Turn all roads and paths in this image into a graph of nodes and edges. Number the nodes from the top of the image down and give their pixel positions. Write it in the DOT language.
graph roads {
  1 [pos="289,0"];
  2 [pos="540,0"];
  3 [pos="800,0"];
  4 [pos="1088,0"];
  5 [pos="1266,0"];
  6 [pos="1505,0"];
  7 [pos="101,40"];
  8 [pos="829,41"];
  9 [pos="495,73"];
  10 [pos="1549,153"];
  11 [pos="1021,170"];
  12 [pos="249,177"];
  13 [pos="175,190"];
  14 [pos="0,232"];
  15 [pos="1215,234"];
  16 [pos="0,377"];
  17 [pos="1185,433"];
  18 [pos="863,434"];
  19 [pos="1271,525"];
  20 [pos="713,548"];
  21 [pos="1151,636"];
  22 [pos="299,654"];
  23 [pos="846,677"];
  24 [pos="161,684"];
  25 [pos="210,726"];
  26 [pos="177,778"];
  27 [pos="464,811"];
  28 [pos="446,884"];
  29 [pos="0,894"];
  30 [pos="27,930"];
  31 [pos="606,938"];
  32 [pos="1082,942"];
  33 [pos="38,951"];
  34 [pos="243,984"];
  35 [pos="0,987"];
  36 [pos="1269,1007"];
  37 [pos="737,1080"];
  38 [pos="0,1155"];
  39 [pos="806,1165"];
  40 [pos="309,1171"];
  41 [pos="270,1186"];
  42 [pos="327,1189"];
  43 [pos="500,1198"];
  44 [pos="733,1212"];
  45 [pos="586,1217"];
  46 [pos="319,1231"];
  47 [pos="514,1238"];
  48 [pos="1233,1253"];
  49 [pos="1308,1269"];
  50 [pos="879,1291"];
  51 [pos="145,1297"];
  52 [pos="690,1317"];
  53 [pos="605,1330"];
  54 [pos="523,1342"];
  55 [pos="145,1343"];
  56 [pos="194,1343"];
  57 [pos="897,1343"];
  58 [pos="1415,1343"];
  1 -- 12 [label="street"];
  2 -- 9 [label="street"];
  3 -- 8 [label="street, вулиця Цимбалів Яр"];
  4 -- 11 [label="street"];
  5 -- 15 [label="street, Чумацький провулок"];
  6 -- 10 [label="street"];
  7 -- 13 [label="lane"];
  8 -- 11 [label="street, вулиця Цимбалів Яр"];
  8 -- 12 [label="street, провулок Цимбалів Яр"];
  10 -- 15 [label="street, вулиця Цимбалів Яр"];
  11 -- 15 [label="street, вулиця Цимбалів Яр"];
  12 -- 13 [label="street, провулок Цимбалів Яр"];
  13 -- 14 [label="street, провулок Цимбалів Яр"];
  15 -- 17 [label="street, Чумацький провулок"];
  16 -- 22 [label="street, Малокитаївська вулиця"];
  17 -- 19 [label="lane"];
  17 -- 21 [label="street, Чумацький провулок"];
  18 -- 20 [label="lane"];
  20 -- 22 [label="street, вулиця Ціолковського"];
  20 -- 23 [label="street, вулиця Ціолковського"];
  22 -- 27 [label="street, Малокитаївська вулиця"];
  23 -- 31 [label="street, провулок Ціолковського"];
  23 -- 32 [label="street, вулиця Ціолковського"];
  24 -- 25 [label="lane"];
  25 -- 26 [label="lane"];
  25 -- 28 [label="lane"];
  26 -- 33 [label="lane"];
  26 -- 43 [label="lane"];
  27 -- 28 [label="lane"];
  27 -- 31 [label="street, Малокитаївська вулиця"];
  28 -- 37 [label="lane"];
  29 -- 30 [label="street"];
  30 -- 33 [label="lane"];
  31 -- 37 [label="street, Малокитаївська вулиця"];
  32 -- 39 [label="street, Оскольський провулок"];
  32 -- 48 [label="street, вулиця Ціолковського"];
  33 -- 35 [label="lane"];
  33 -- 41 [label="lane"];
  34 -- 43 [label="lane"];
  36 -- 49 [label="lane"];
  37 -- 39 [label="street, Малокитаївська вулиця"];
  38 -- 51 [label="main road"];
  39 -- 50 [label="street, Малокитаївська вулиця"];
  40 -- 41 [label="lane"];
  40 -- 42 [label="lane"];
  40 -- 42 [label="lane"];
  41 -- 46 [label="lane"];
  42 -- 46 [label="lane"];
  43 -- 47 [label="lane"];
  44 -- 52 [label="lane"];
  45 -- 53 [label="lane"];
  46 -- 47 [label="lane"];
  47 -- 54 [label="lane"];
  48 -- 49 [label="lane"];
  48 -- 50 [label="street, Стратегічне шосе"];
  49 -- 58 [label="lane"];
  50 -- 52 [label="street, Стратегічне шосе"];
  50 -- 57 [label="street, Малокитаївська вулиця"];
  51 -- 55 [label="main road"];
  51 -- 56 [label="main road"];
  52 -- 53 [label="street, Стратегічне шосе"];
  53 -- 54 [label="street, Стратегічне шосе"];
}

-------

Exercise directions: The lines above that hold the string "graph" are to be located and copied.

Answer area:
Turn all roads and paths in this image into a graph of nodes and edges. Number the nodes from the top of the image down and give their pixel positions. Write it in the DOT language.
graph roads {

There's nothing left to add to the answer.